EXERCISE:
All that is needed is an exact copy of the lines from the beginning of the data below through the line containing "thumb mcp: (1182, 913)", minus the pictures.

Records from a data collection:
--------------------------------

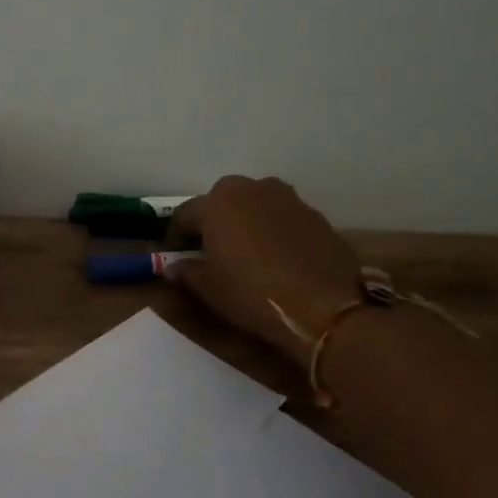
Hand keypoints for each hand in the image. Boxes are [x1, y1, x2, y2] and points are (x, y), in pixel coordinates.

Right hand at [168, 176, 364, 364]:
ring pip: (254, 204)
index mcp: (217, 204)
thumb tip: (174, 267)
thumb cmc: (252, 295)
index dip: (176, 234)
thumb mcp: (209, 289)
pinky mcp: (314, 214)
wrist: (323, 307)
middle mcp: (251, 190)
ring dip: (245, 220)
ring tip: (245, 250)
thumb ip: (187, 272)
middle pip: (221, 200)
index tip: (174, 252)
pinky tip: (275, 256)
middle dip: (212, 220)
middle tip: (210, 248)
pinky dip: (272, 229)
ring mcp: (287, 198)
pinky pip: (281, 216)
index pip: (184, 214)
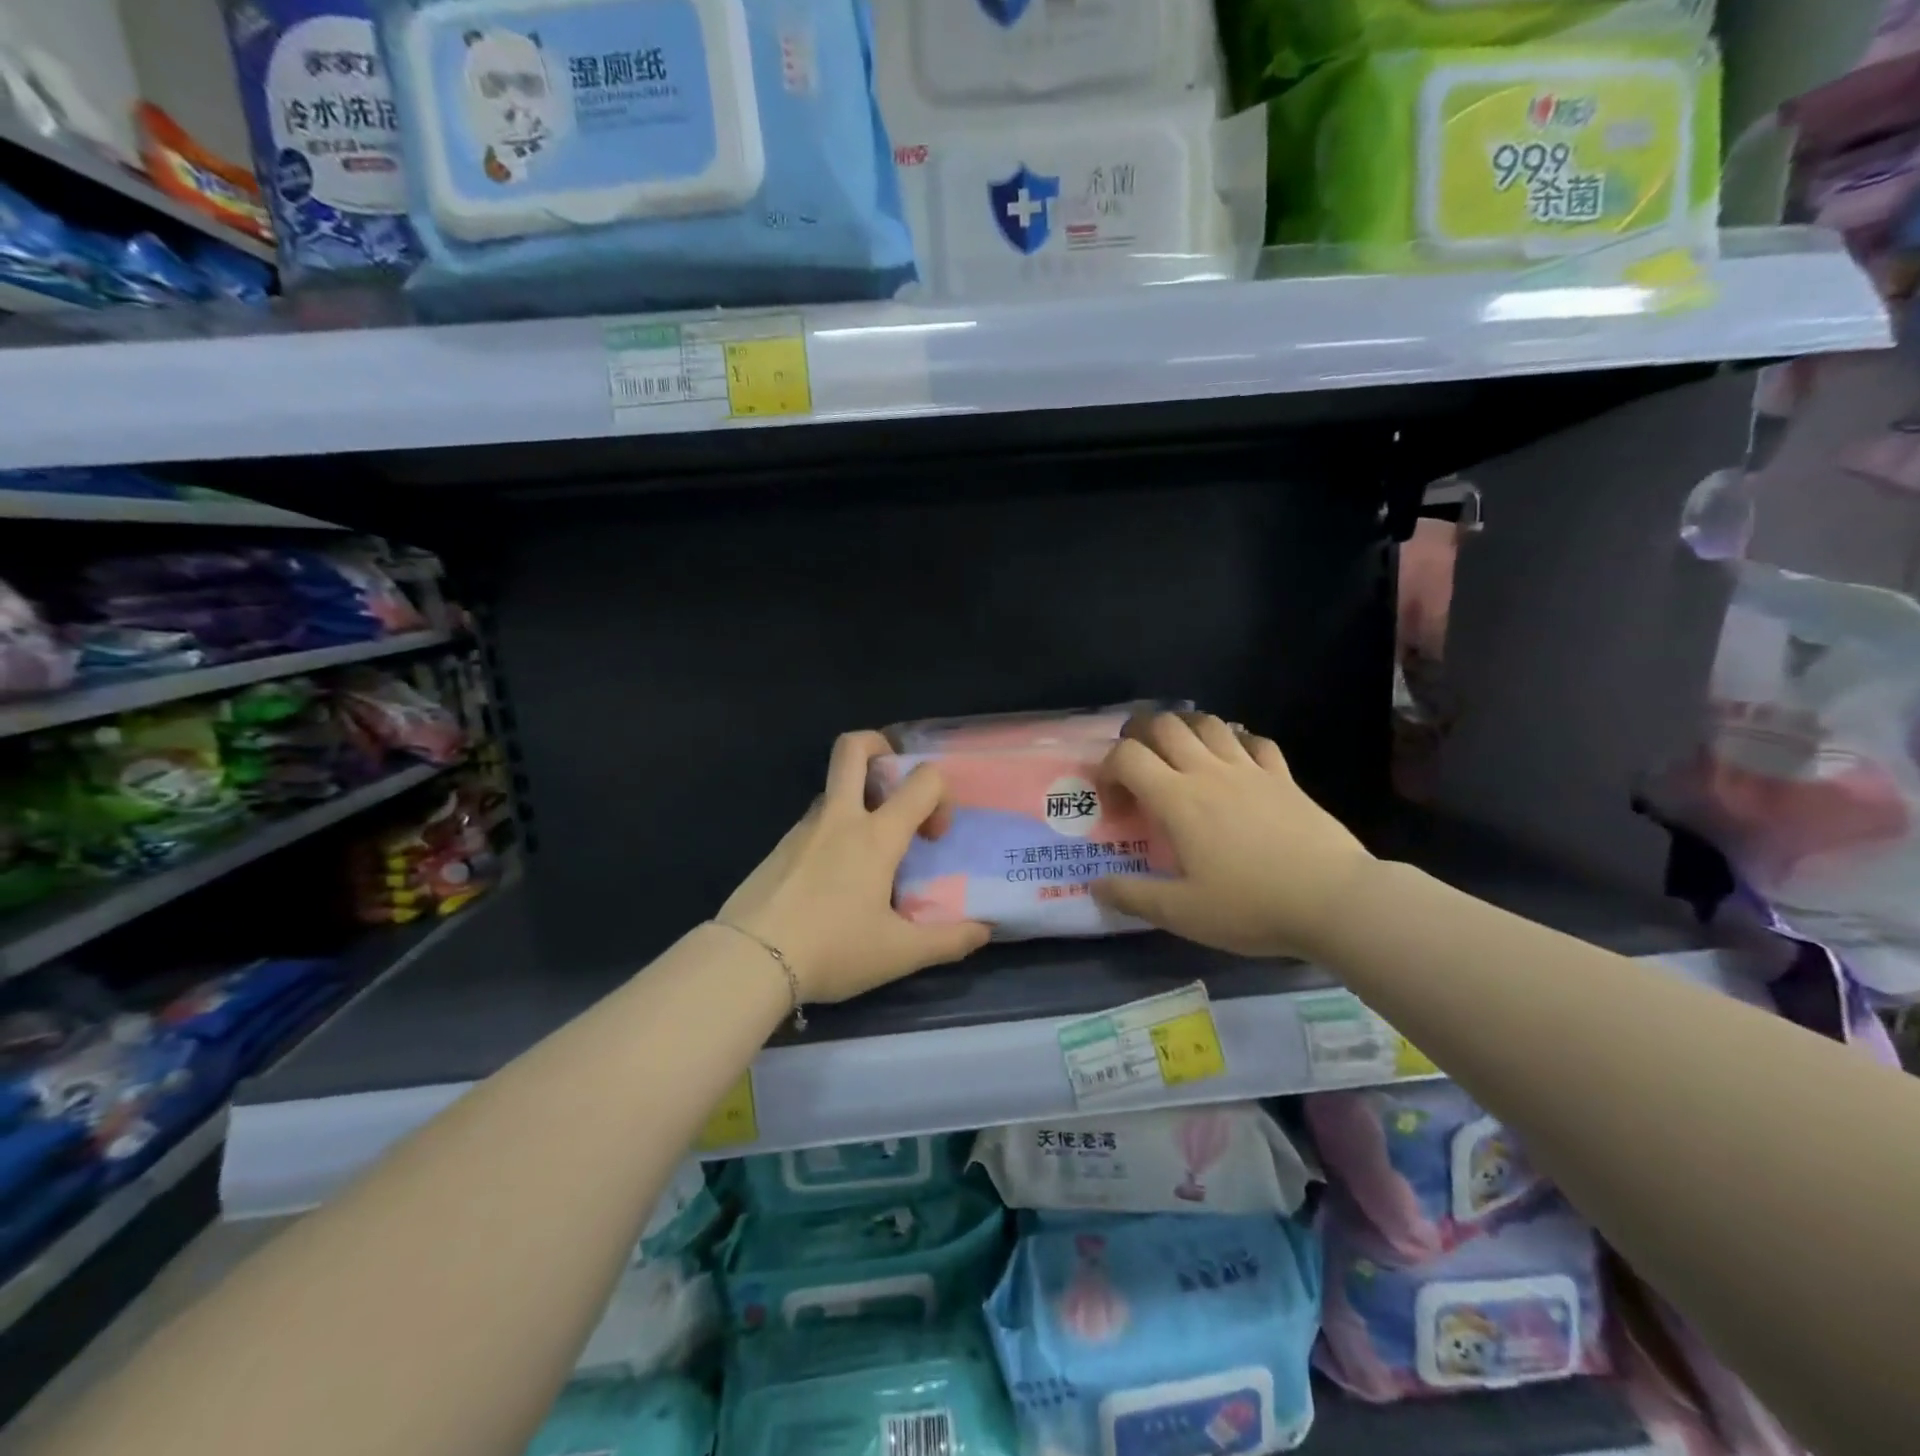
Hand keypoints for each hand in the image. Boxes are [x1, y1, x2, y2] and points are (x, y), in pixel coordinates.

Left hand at [719, 731, 991, 1002]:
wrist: (749, 960)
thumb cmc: (833, 949)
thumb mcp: (899, 953)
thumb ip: (948, 942)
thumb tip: (984, 931)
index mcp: (875, 835)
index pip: (922, 780)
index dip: (941, 795)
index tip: (934, 836)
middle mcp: (839, 818)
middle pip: (853, 748)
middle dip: (879, 746)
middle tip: (894, 780)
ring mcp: (802, 829)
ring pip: (834, 791)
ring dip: (857, 803)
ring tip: (867, 856)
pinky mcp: (778, 848)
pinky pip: (814, 824)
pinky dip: (832, 835)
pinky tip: (832, 883)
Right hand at [1090, 713, 1375, 959]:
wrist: (1334, 900)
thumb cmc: (1252, 906)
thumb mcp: (1182, 913)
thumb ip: (1133, 896)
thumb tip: (1095, 886)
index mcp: (1178, 800)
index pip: (1127, 756)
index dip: (1108, 769)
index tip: (1113, 801)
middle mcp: (1209, 772)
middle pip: (1165, 724)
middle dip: (1139, 734)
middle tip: (1137, 763)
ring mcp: (1250, 769)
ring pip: (1208, 723)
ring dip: (1184, 729)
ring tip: (1178, 754)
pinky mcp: (1283, 776)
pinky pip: (1254, 740)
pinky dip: (1235, 740)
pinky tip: (1233, 760)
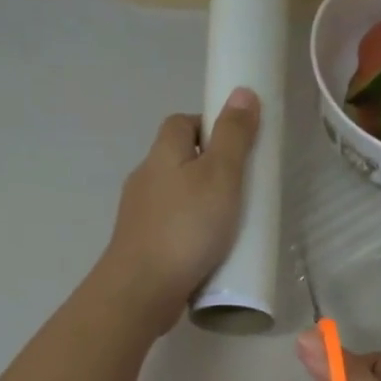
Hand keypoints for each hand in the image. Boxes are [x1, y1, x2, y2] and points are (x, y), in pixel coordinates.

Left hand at [100, 90, 260, 331]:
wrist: (142, 289)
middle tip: (240, 189)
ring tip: (229, 223)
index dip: (208, 126)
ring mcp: (139, 215)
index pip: (181, 122)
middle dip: (207, 168)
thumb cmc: (187, 228)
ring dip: (198, 203)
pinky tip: (207, 251)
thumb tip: (241, 91)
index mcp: (162, 154)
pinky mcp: (141, 246)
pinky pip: (170, 227)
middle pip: (177, 159)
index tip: (236, 147)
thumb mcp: (221, 176)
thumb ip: (233, 136)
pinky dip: (189, 232)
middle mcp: (145, 178)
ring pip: (174, 196)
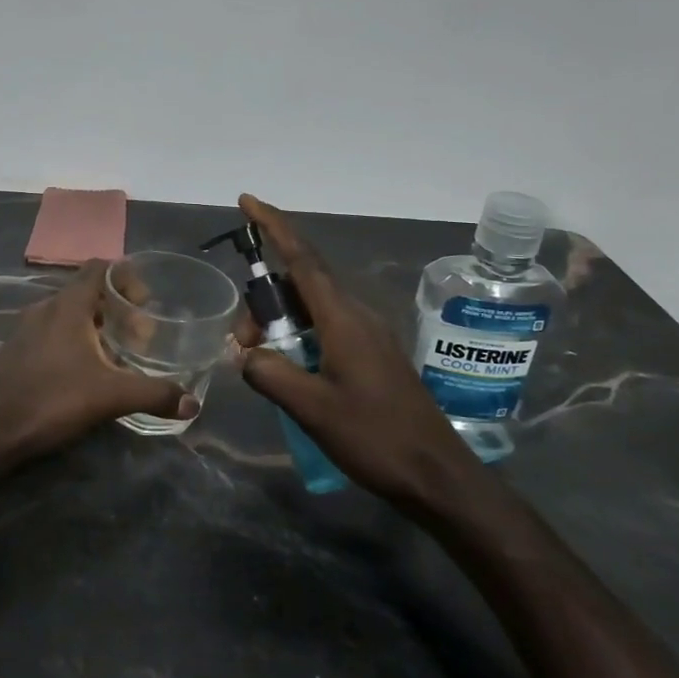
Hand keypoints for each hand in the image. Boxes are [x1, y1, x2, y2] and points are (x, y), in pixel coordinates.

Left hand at [0, 260, 197, 470]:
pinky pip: (51, 333)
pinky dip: (73, 341)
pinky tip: (83, 373)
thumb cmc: (51, 399)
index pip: (100, 268)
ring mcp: (25, 329)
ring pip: (68, 314)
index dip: (126, 277)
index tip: (146, 305)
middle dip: (116, 308)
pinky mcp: (15, 351)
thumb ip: (153, 395)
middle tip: (139, 336)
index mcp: (68, 305)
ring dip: (94, 326)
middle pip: (86, 292)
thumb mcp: (109, 396)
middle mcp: (45, 308)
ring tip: (116, 355)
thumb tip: (192, 403)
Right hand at [235, 195, 480, 511]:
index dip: (273, 226)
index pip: (302, 258)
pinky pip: (324, 327)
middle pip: (300, 283)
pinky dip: (297, 335)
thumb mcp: (312, 409)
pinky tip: (287, 367)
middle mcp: (356, 315)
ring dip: (279, 322)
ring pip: (311, 307)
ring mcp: (367, 334)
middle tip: (242, 343)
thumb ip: (270, 374)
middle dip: (263, 300)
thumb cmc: (375, 437)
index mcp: (343, 318)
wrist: (437, 475)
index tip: (247, 202)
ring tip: (259, 359)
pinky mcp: (371, 354)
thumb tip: (246, 355)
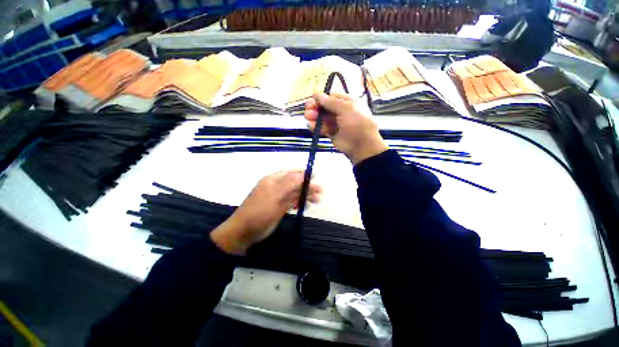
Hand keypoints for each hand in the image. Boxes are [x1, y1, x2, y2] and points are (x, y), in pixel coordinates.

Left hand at [210, 170, 321, 254]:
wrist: (244, 232)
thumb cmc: (259, 211)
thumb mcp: (275, 196)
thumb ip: (290, 184)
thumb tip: (304, 174)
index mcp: (273, 180)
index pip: (291, 173)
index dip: (303, 174)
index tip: (315, 177)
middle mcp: (276, 187)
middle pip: (294, 183)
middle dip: (307, 186)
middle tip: (320, 192)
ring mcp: (277, 198)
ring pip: (294, 193)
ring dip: (305, 195)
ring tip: (317, 200)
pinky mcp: (279, 208)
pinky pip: (291, 202)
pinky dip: (299, 203)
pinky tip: (306, 206)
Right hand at [304, 92, 387, 164]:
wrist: (361, 145)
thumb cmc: (356, 123)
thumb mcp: (346, 109)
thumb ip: (330, 102)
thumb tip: (316, 93)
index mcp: (347, 102)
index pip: (331, 97)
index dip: (321, 98)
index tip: (313, 100)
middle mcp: (341, 111)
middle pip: (325, 107)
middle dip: (315, 107)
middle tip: (308, 110)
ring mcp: (336, 123)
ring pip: (322, 117)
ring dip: (314, 116)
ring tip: (308, 117)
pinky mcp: (331, 133)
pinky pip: (322, 128)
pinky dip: (315, 127)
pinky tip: (311, 126)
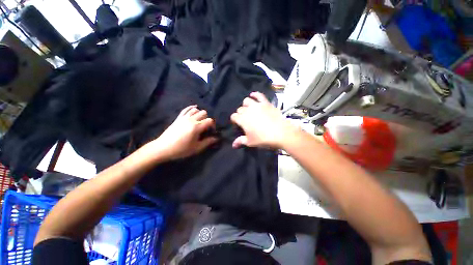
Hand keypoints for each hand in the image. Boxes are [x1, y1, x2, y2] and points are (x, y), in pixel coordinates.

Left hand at [151, 105, 217, 160]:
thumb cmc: (181, 149)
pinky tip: (194, 109)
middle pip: (204, 113)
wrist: (163, 148)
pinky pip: (186, 109)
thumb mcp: (196, 148)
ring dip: (200, 114)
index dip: (213, 125)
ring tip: (199, 121)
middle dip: (207, 118)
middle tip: (205, 126)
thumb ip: (208, 142)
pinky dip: (191, 108)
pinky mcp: (178, 118)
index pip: (209, 120)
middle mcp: (191, 120)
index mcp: (196, 127)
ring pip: (196, 109)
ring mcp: (184, 117)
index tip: (212, 131)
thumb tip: (216, 138)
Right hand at [230, 92, 296, 148]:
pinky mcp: (266, 103)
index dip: (234, 120)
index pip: (234, 116)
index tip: (237, 123)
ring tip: (248, 109)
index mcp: (242, 119)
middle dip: (240, 113)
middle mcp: (248, 110)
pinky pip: (259, 95)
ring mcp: (257, 105)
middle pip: (240, 109)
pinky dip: (255, 94)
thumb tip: (233, 145)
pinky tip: (253, 95)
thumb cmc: (263, 139)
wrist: (281, 134)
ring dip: (245, 104)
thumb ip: (240, 141)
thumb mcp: (250, 142)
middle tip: (244, 119)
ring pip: (246, 100)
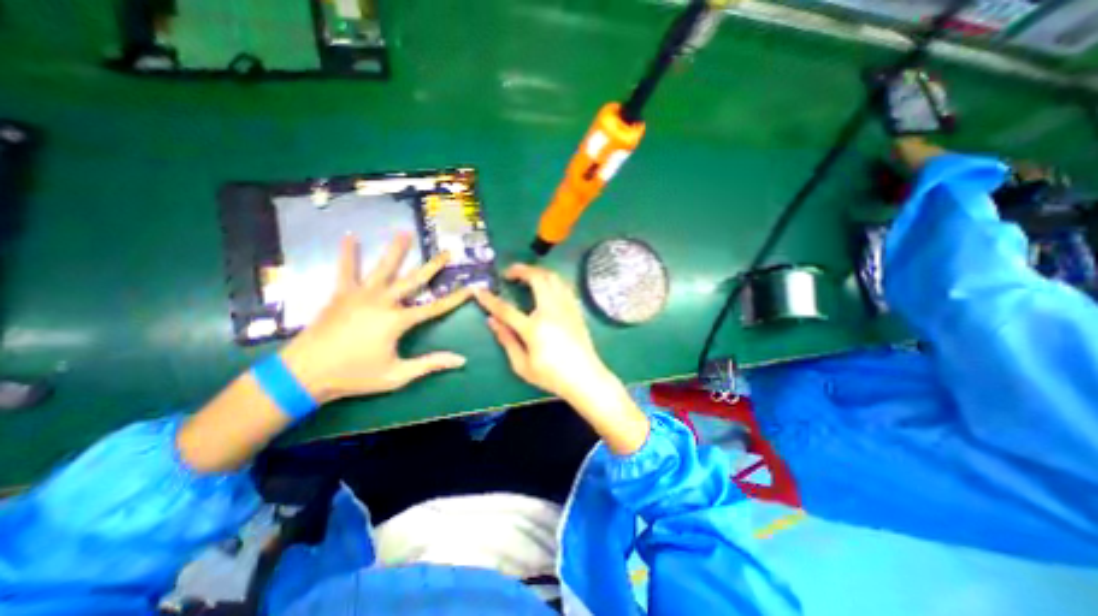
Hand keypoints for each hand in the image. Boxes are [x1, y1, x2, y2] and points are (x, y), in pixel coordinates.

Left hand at [279, 231, 469, 403]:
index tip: (471, 288)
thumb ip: (430, 364)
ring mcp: (360, 295)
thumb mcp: (397, 375)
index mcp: (398, 320)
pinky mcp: (340, 294)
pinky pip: (345, 270)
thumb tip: (462, 360)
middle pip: (414, 280)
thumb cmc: (355, 376)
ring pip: (383, 268)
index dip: (456, 298)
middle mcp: (383, 301)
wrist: (303, 374)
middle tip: (446, 252)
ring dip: (396, 250)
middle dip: (433, 266)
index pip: (435, 307)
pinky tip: (350, 237)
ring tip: (405, 232)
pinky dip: (348, 253)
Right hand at [472, 264, 608, 402]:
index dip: (490, 299)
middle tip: (509, 272)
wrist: (585, 377)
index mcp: (534, 328)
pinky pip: (564, 286)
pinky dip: (552, 280)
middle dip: (521, 270)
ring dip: (538, 271)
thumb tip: (492, 321)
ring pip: (553, 277)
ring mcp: (566, 308)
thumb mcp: (523, 365)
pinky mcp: (575, 309)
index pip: (506, 309)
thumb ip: (507, 341)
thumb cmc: (552, 376)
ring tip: (527, 275)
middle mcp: (551, 311)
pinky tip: (547, 285)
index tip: (479, 290)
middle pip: (537, 278)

--------------------------------

ANSWER FOR THIS EXERCISE:
Hand keypoints for each hand in the image. Boxes are [x1, y1, x2, y2] and points are (x, y), in pixel coordinates.

Right hand at [168, 176, 364, 364]:
ring pip: (254, 204)
index mcp: (217, 204)
thumb tip: (174, 267)
thumb cmc: (252, 295)
index dip: (176, 234)
thumb mcp: (209, 289)
pinky mcp: (314, 214)
wrist: (323, 307)
middle mcp: (251, 190)
ring dip: (245, 220)
ring tip: (245, 250)
thumb ip: (187, 272)
middle pip: (221, 200)
index tip: (174, 252)
pinky tip: (275, 256)
middle dip: (212, 220)
middle tip: (210, 248)
pinky dip: (272, 229)
ring mcp: (287, 198)
pinky pip: (281, 216)
index pip: (184, 214)
Hand keypoints for each hand in the image. Boxes are [x1, y1, x2, y2] and points are (x, y), in pixel coordinates.

Left hand at [719, 731, 991, 1002]:
wrist: (749, 960)
thumb cmc: (833, 949)
thumb mcp: (899, 953)
thumb ip: (948, 942)
thumb tip: (984, 931)
index mcp: (875, 835)
index pip: (922, 780)
index dip: (941, 795)
index tip: (934, 836)
middle mcp: (839, 818)
middle pip: (853, 748)
middle dip: (879, 746)
middle tip: (894, 780)
ring mcp: (802, 829)
ring pip: (834, 791)
ring dip: (857, 803)
ring tip: (867, 856)
pinky mcp: (778, 848)
pinky pip: (814, 824)
pinky dip: (832, 835)
pinky tip: (832, 883)
Right hand at [1090, 713, 1375, 959]:
wrist: (1334, 900)
thumb cmc: (1252, 906)
thumb mcp: (1182, 913)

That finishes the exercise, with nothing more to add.